Over the course of five years, Spagnolo and Adamjee met regularly to curate the collection, studying primary sources and related literature to understand items’ origins and the layers of meaning in repeating symbols such as cypress trees. The pair was surprised to discover that these often show up in visual representations from both cultures, Spagnolo said, and appear to be a shared marker of divinity and transcendence, a link between heaven and earth. 

“I would say that once we learned to see these threads, it became almost hard to unsee them,” Spagnolo said. “When I learned that the eight-pointed star is a graphic marker for Muslim sacred text and then I saw eight-pointed stars featured on both Hanukkah lamps and bags to hold prayer shawls, it just made me think about Jewish texts in a different way.” 

The fundamental role of light in Jewish and Muslim prayer spaces serves as the exhibit’s physical throughline, as well as its metaphorical underpinning. There are hanging synagogue memorial lamps inscribed in Hebrew and Hanukkah lamps featuring Islamic architectural motifs. Hebrew and Arabic inscriptions encircle a copper Moroccan lampshade. 

A copper and brass lampshade from Iran, ca. 1920 (Courtesy Magnes)

“We spent many hours in the fashion of the Talmudic chavruta,” the co-curators said in the statement, referring to the Hebrew word for a small group of people learning together. They described themselves as “two students with complementary, divergent and contradicting views training ourselves in the other’s perspective, seeing the same object with the other’s eyes, and forming, day after day, a shared perspective, a common sensibility.”

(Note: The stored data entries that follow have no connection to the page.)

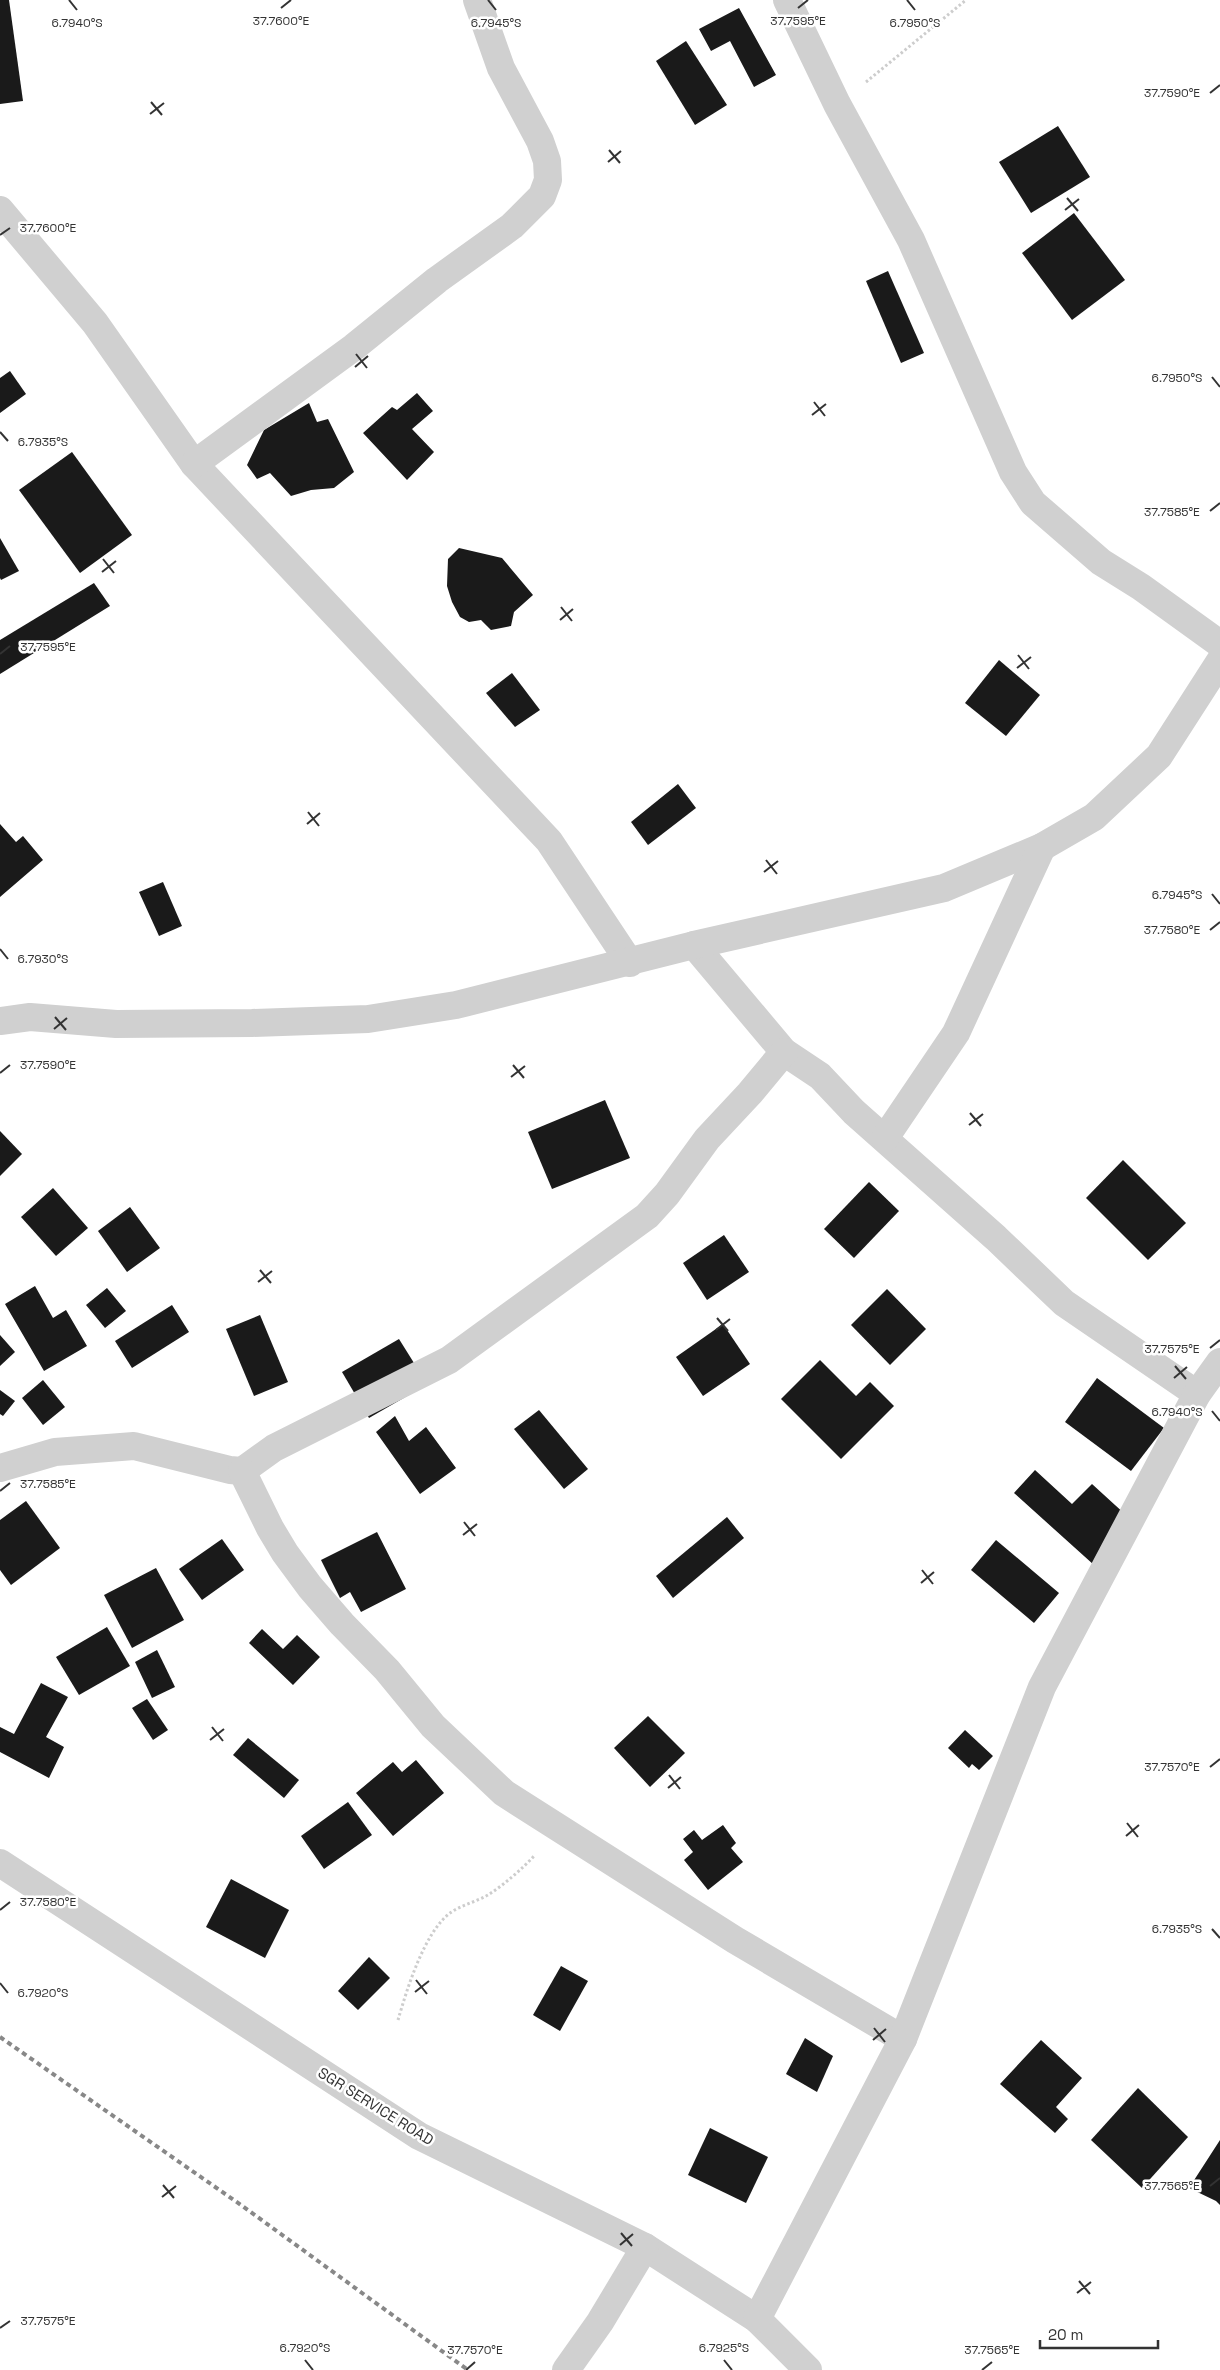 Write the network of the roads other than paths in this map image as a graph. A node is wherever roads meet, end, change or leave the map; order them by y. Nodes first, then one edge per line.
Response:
1 (478, 0) edge
2 (787, 0) edge
3 (0, 210) edge
4 (194, 464) junction
5 (1220, 644) edge
6 (1220, 661) edge
7 (1042, 847) junction
8 (694, 945) junction
9 (630, 963) junction
10 (0, 1021) edge
11 (784, 1052) junction
12 (885, 1138) junction
13 (1220, 1362) edge
14 (1197, 1394) junction
15 (0, 1468) edge
16 (242, 1471) junction
17 (0, 1863) edge
18 (903, 2039) junction
19 (645, 2247) junction
20 (756, 2318) junction
21 (566, 2370) edge
22 (808, 2370) edge

1 - 4 street
2 - 5 street
3 - 4 street
4 - 9 street
6 - 7 street
7 - 8 street
7 - 12 street
8 - 9 street
8 - 11 street
9 - 10 street
11 - 12 street
11 - 16 street
12 - 14 street
13 - 14 street
14 - 18 street
15 - 16 street
16 - 18 street
17 - 19 street, SGR SERVICE ROAD
18 - 20 street
19 - 20 street, SGR SERVICE ROAD
19 - 21 street
20 - 22 street, SGR SERVICE ROAD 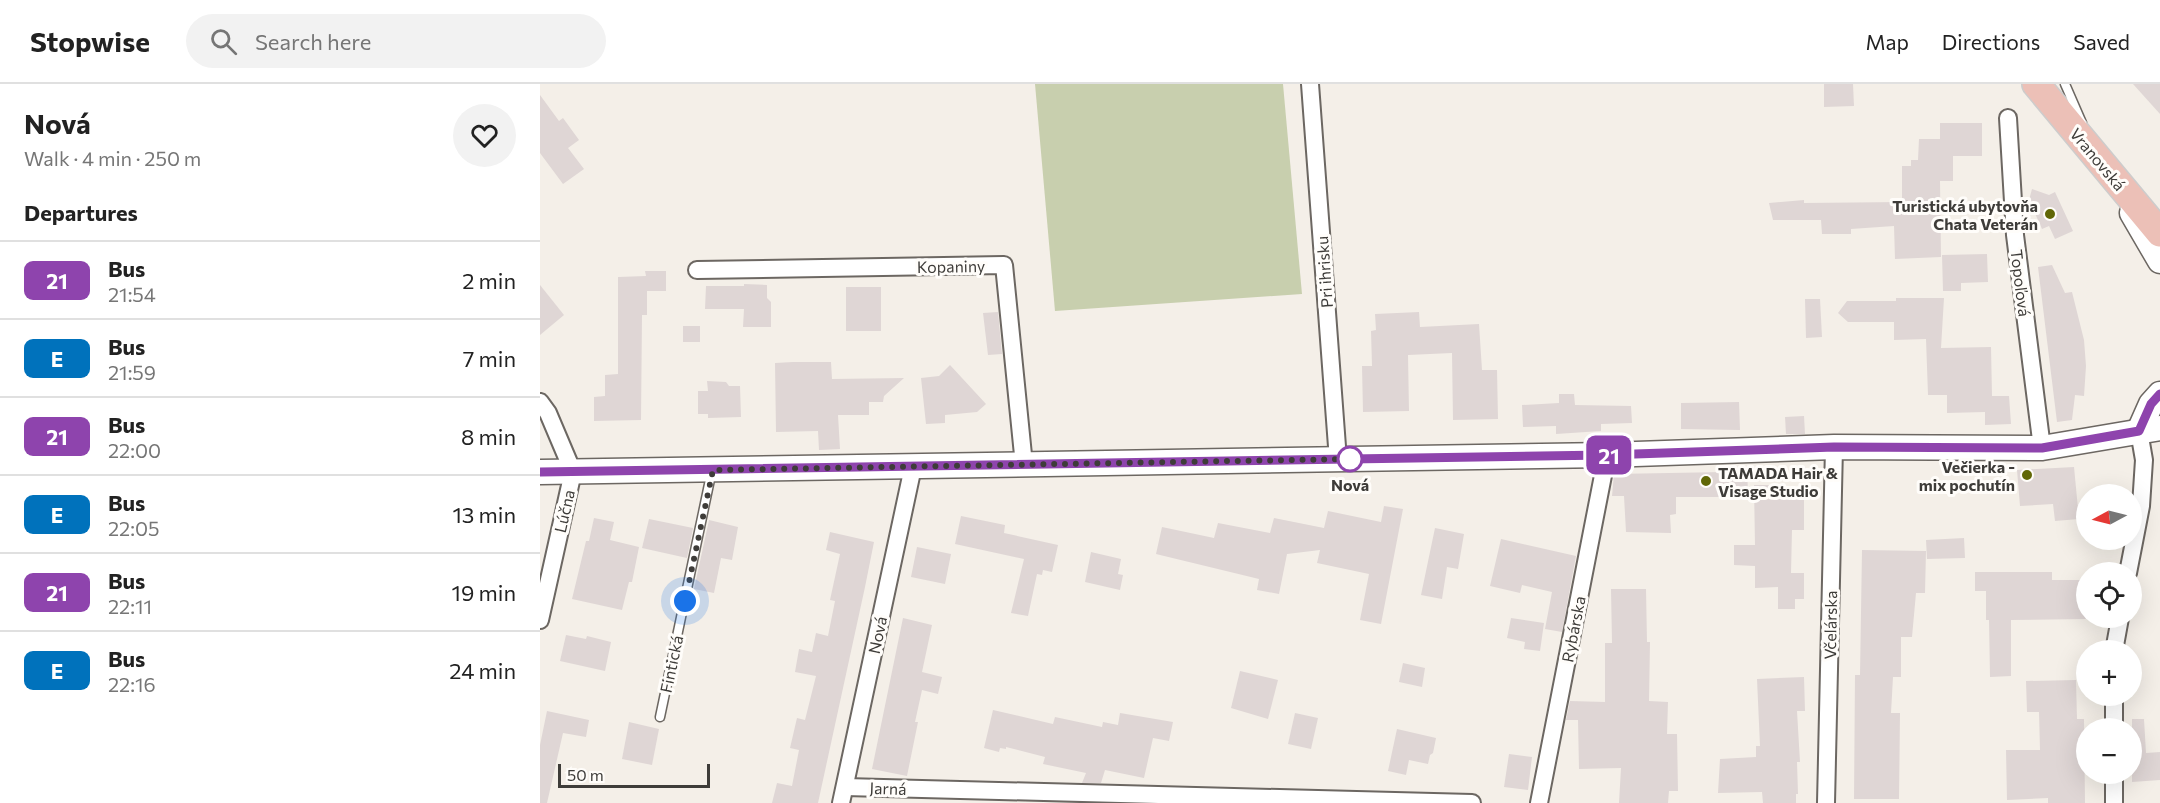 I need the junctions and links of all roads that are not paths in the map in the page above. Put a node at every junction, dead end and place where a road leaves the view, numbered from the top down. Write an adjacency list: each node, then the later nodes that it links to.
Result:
1 (1310, 84): 15 (street, Pri ihrisku)
2 (2036, 84): 5 (main road, Vranovská)
3 (2065, 84): 5 (lane)
4 (2008, 118): 13 (street, Topoľová)
5 (2100, 162): 6 (main road, Vranovská); 7 (street)
6 (2160, 233)
7 (2160, 261)
8 (697, 270): 16 (street, Kopaniny)
9 (2160, 394): 11 (street)
10 (540, 402): 20 (street)
11 (2150, 430): 13 (street); 21 (street)
12 (1834, 447): 13 (street); 14 (street); 28 (street, Včelárska)
13 (2042, 448)
14 (1606, 455): 15 (street); 27 (street, Rybárska)
15 (1338, 460): 16 (street)
16 (1024, 465): 17 (street)
17 (913, 467): 18 (street); 25 (street, Nová)
18 (713, 470): 20 (street); 23 (lane, Fintická)
19 (540, 472): 20 (street)
20 (573, 472): 22 (street, Lúčna)
21 (2130, 562)
22 (540, 621)
23 (660, 717)
24 (2114, 784): 29 (street)
25 (843, 795): 26 (street, Jarná)
26 (1472, 803)
27 (1539, 803)
28 (1826, 803)
29 (2114, 803) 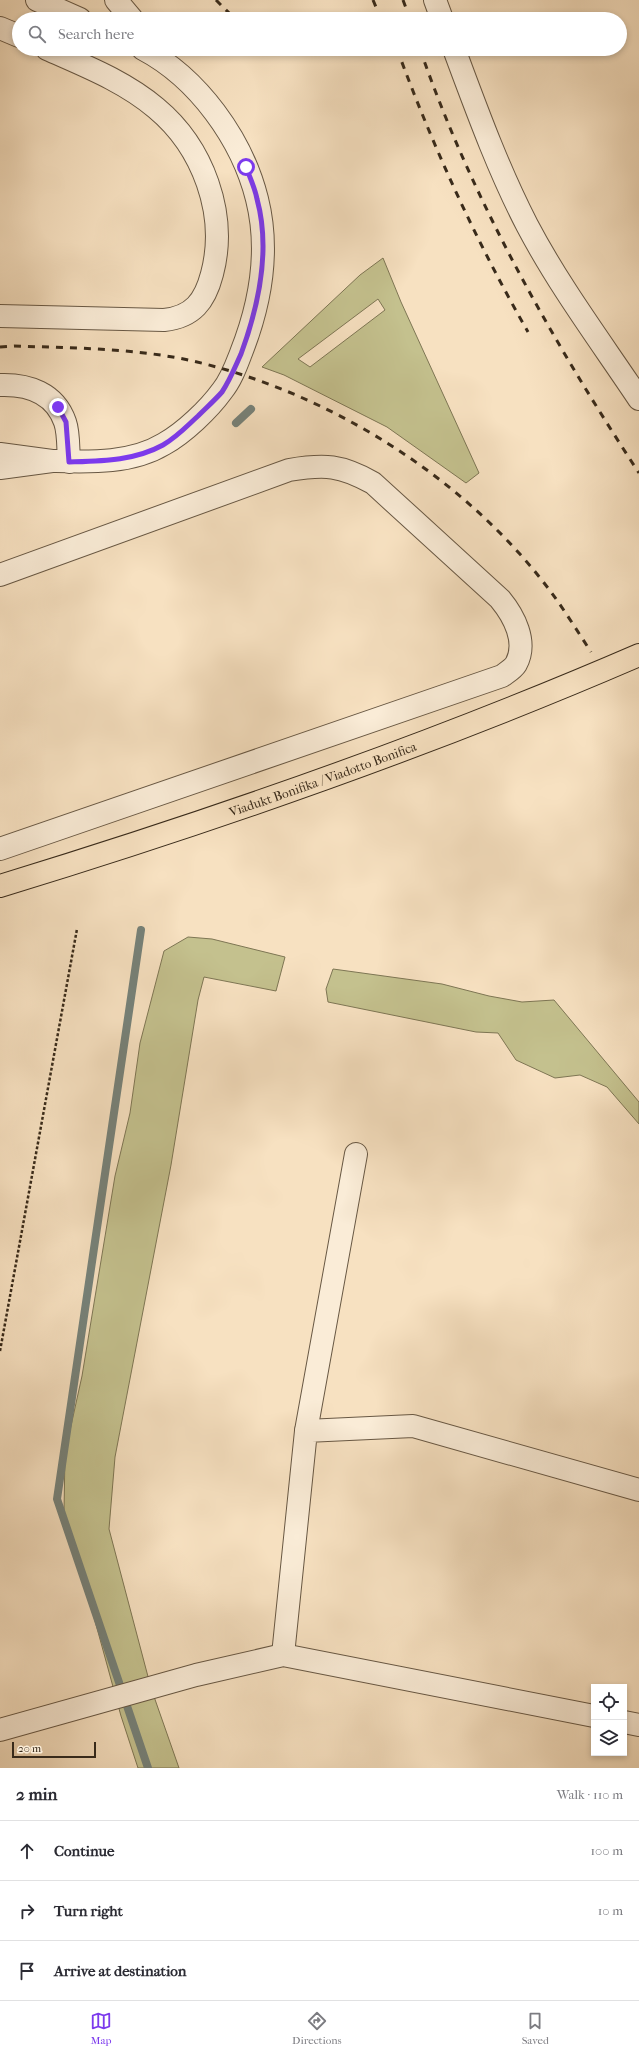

UC Berkeley scholars from various disciplines, as well as students from the university, worked with Spagnolo and Adamjee to inventory and interpret the Magnes objects. 

Exhibit funders include the Walter & Elise Haas Fund, the David Berg Foundation and Kenneth Kofman and Andrea King. While the project has been in the works since 2019, its opening around the year mark since the Israel-Hamas war started makes its message more relevant than ever. 

“I guess it’s the zeitgeist,” Spagnolo said of the timing.  

“What’s happening in the world right now is something that’s forcing seemingly everyone to want to take sides and abandon nuance,” he added. “What’s timely is the ongoing reminder that a nuanced discourse, a blended discourse, a world in which people can communicate and create together is what we should all strive for, even when it feels impossible to do so.”

In Plain Sight: Jewish Arts and Lives in the Muslim World

Aug. 27-May 15, 202, at UC Berkeley’s Magnes Collection of Jewish Art and Life, 2121 Allston Way, Berkeley. Admission is free. Opening event is 5:30-7 p.m. Sept. 5 with a discussion between the co-curators, Middle Eastern refreshments and music.